By Dave Hirschman
If possible, fly the kind of airplane you’re considering before you buy—and go beyond a sales demonstration ride. If you intend to buy a Cessna 182 and fly it to a vacation home 400 miles away, make that trip in a rented, borrowed, or shared Cessna 182 to find out what the travel times and expenses are like.
Jeff Justis, M.D., a retired orthopedic surgeon who has used a variety of single- and multiengine airplanes for extensive business and pleasure flights over more than 50 years of general aviation flying, says personal aircraft provided both business utility and ocean-spanning adventures that wouldn’t have been available through any other means of travel.

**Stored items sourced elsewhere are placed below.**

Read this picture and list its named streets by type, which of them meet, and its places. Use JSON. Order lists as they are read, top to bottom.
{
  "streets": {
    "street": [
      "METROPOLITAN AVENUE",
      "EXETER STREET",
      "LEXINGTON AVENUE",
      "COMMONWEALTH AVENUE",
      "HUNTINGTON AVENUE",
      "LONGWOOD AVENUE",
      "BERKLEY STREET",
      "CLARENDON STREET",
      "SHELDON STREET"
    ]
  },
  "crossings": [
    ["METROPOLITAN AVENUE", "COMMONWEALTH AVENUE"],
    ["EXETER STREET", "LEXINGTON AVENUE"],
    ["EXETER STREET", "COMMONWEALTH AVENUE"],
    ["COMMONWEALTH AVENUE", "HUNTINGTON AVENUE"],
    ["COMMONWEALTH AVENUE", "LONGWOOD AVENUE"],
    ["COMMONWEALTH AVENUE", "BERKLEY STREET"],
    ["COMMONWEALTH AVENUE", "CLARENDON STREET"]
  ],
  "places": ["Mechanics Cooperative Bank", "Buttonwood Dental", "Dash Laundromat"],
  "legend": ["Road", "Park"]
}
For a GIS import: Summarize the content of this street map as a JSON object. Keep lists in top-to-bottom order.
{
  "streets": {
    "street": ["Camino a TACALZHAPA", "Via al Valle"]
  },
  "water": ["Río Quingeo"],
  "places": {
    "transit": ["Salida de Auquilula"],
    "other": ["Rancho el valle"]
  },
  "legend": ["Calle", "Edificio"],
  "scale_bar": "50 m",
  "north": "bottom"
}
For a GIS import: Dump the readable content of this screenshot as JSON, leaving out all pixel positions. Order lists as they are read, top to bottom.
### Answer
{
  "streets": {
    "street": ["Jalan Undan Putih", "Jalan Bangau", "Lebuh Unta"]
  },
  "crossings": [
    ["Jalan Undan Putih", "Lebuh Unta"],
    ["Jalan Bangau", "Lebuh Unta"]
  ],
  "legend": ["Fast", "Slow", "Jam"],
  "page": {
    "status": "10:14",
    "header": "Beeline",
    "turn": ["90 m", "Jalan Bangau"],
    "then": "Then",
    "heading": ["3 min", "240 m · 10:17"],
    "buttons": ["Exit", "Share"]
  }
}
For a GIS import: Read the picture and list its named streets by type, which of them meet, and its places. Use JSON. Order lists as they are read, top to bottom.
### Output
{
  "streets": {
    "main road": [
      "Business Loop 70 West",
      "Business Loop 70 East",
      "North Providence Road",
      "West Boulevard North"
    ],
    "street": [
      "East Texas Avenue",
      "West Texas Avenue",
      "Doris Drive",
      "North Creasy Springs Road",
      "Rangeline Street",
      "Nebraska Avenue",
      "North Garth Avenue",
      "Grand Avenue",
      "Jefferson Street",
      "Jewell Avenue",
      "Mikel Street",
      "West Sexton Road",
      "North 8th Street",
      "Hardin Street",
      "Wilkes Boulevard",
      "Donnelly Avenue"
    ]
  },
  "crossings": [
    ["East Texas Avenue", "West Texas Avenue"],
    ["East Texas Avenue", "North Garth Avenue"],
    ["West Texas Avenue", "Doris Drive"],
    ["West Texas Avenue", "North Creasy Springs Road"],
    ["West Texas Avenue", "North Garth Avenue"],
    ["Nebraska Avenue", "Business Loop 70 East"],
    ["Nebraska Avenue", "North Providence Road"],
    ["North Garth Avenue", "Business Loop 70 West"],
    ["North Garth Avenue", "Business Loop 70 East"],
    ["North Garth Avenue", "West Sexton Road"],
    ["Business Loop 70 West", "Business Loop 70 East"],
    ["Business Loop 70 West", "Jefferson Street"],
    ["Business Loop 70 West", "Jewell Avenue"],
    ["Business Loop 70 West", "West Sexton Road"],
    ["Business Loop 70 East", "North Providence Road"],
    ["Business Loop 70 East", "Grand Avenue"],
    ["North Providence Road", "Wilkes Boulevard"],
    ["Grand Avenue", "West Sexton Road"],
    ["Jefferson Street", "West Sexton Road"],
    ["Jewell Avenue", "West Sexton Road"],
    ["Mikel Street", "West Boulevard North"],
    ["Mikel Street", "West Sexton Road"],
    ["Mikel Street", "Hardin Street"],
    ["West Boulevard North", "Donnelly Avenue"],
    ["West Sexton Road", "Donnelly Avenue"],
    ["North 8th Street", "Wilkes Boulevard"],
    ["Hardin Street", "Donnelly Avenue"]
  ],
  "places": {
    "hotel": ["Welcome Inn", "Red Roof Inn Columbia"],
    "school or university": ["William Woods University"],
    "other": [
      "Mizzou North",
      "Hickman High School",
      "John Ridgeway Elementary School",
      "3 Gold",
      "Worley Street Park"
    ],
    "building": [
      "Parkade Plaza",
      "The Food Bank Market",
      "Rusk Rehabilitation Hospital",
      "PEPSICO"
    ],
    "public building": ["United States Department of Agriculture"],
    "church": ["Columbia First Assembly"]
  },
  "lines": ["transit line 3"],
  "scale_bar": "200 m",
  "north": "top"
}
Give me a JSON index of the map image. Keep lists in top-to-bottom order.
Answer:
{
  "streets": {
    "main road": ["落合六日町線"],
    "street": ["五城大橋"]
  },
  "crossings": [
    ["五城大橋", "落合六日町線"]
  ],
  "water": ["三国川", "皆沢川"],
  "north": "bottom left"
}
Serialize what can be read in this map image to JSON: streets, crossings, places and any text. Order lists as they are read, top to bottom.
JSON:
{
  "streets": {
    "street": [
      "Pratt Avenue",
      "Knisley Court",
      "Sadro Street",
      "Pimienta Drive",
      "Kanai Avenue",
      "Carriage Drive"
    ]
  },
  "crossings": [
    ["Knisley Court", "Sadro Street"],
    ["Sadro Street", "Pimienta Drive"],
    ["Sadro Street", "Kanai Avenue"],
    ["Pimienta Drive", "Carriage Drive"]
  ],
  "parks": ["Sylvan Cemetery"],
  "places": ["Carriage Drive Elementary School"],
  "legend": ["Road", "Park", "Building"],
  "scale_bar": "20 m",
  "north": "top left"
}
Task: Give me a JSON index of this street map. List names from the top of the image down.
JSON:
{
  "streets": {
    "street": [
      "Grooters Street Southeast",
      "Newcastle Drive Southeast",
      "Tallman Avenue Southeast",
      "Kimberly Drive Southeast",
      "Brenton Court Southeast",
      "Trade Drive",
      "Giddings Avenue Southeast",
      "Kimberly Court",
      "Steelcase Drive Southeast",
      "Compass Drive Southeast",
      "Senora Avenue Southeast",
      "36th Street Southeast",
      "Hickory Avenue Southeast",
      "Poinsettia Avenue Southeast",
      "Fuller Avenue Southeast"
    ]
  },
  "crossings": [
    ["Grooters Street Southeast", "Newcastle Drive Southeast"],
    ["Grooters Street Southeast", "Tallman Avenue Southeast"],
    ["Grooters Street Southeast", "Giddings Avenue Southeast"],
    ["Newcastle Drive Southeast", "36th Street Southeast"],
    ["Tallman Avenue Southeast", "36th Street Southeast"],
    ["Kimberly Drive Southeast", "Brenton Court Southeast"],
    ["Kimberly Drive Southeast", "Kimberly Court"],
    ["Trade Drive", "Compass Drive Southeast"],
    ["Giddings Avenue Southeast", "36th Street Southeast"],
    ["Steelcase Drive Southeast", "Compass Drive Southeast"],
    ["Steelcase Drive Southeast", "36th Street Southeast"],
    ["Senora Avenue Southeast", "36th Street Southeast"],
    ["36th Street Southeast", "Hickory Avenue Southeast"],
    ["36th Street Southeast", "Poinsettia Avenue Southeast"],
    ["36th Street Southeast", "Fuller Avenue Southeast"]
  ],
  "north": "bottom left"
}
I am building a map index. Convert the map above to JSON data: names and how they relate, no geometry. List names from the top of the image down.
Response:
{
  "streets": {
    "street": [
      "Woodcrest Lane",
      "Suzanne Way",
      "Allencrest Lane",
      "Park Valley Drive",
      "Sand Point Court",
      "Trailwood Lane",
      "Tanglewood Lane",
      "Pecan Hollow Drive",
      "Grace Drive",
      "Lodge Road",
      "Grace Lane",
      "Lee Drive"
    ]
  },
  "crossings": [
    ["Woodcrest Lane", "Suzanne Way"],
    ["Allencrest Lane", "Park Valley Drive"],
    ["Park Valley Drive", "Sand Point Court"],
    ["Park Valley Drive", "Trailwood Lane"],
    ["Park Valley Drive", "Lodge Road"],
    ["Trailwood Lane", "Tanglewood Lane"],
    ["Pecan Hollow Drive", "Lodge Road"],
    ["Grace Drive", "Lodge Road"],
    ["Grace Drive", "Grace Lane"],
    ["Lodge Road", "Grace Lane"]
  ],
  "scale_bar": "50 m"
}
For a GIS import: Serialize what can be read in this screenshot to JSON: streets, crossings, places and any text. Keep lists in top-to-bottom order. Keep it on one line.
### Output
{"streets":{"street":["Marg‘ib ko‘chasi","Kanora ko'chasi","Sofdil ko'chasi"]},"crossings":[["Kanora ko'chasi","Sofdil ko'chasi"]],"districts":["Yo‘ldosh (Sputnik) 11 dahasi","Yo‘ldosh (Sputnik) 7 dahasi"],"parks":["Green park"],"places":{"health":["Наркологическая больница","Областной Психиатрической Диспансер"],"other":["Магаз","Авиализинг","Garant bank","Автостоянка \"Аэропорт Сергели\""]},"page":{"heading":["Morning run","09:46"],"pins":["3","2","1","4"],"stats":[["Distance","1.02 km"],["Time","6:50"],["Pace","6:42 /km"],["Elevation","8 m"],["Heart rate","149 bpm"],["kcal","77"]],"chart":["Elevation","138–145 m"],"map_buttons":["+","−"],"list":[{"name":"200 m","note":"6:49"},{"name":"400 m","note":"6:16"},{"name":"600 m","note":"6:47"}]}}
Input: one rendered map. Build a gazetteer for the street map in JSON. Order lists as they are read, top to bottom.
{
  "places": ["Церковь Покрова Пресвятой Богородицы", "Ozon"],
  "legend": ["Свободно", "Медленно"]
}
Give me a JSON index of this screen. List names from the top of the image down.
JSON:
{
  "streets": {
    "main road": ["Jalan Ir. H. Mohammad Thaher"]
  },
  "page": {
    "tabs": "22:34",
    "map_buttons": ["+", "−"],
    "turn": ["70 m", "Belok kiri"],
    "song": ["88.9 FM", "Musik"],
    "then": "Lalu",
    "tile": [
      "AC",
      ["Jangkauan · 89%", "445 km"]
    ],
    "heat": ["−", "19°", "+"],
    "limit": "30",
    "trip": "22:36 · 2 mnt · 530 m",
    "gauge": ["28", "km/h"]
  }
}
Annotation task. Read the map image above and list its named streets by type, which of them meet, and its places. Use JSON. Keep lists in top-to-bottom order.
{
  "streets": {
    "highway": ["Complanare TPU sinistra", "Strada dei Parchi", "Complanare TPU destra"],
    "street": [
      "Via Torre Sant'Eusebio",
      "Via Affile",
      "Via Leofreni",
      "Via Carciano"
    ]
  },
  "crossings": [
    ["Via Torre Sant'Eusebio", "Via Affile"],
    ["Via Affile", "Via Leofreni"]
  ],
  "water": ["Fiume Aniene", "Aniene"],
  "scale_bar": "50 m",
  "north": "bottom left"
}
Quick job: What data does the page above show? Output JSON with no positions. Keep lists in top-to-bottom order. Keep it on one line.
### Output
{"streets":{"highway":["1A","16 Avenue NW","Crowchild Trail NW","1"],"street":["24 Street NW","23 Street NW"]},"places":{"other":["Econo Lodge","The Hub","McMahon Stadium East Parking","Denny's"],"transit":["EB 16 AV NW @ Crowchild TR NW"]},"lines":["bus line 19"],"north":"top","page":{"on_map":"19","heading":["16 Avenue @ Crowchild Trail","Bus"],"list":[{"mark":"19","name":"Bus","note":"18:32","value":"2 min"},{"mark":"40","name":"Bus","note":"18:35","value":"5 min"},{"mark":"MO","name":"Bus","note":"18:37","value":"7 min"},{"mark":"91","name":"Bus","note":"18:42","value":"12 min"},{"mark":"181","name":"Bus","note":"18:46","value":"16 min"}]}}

But he treasures the shared experiences of flying with family and friends much more than the airplanes or technical knowledge he acquired.
“I like to quantify things, and I’m not an overly sentimental person,” says Justis, 75, of Oxford, Miss. “But the most meaningful experiences in my life that have to do with flying and aircraft ownership are personal memories and relationships. I’ve used airplanes for business throughout my career, and I’ve always been pretty good at finding ways to offset my costs. But I’m not sure even I could justify my expenditures on a purely economic basis.”
Justis said his own aircraft purchases have an appearance of logic and sound reasoning.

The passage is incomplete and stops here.